Go home and ask your non-medical neighbors how many of them have ever been assaulted on the job. See how many of them live in fear of simply being at work. Trust me, they won’t even understand the questions. They work in comfortable places where their actions and reactions are ruled by logic, discussion and analysis. We don’t live that way. We deal with stupidity, emotional irrationality and behaviors where no amount of logic will prevail.

And yet we proceed, entering each new room with compassion . . . and a quiver of Haldol blow darts and leathers. When things get out of hand, we do what we must to calm the situation. Probably the only people who really empathize with us are the police. Be slow to judge. All emergency personnel know there are no simple answers.

Vox temporus, vox dei
The voice of the times is the voice of God 

Photo from Seattle Municipal Archives

Talk Back: Respond to this column on Twitter (@epmonthly). The EPM staff will inscribe your message on the opening page of The Iliad and leave it on Dr. Henry’s work bench.

ABOUT THE AUTHOR

EXECUTIVE EDITOR
Dr. Henry is the founder and CEO of Medical Practice Risk Assessment, Inc.; past president of ACEP.

6 Comments

  1. Amen! Dr. Henry you write so eloquently what I have thought on this topic. We are warriors as are police officers and we must be ready at any time to defend ourselves. Same patients, different day.

  2. Keith Cornstock on

    ‘Emergency doctors and nurses work in inherently dangerous situations’
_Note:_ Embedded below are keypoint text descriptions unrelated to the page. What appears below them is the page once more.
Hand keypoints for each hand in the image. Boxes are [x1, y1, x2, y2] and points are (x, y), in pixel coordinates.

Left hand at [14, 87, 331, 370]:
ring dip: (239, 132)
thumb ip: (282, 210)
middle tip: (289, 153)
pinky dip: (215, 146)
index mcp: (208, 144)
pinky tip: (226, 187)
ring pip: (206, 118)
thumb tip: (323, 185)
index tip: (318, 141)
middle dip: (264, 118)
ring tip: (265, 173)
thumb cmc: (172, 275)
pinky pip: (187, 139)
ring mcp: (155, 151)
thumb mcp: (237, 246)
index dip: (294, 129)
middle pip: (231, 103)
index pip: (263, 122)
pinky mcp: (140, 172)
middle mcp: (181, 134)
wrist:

    Well said. Similar to ED doctors, cops have to deal with what comes there way and have no choice. Cops however have more rights/leeway and can often do what they want and get away with it.

    If anyone of us had punched a “customer” in the testicle(s), we’d be fired despite the torrents of verbal/physical abuse we sustained. Additionally, our Director wouldn’t allow us to be Sick for four days.

  3. Now because of HCAPS, Value Based Purchasing and other stupid ideas, these “. . . mentally ill, morally bankrupt and outright dangerous” individuals get to determine whether we are “good doctors” and should be paid (or not) for all our hard work.

  4. Jesse Belville, PA-C on

    Have you read gavin DeBecker’s the gift of fear, or LTC Dave Grossman’s ON Killing, or rory Miller’s “Facing Violence..
    Valuable insights to people and violence. I read them and sent copies to All my Children.
    I have confronted violence to my nurse’s and sometimes me In Rural ER’s all my 38 year career
    Drunks, druggies, got jumped only once and he got lifted by his throat and Testicles and slammed onto the Gurney, told to behave. He did and tried to press charges against me. did not work..I go armed with knowledge and Judgement and most will telegraph their intentions. so train and be prepared. We do live in a dangerous world.. Where do most accidents happen? At home, MVA’s within 5 miles of home. No safety. Never was.Vietnam Vet medic, PA-C, old guy, grandpa.. Boy scout. Be prepared.

  5. Dr Henry

    I was listening to your talks back when I was but a mere paramedic, and I continue to read your columns now. I’ve always enjoyed your perspective, and particularly your language. You understand and evince the power of language to work on many levels concurrently.

    So, it pains me to see you toss in the phrase “welfare ghetto.” This is unnecessarily pejorative, and serves to strengthen the false assumption that “people who get welfare” = “people who live in urban areas, usually with pigmented skin.”

    Frankly, I’m sure you could explain my own objections more eloquently than I am doing. Would love to hear your perspective on why that phrase seemed important to use.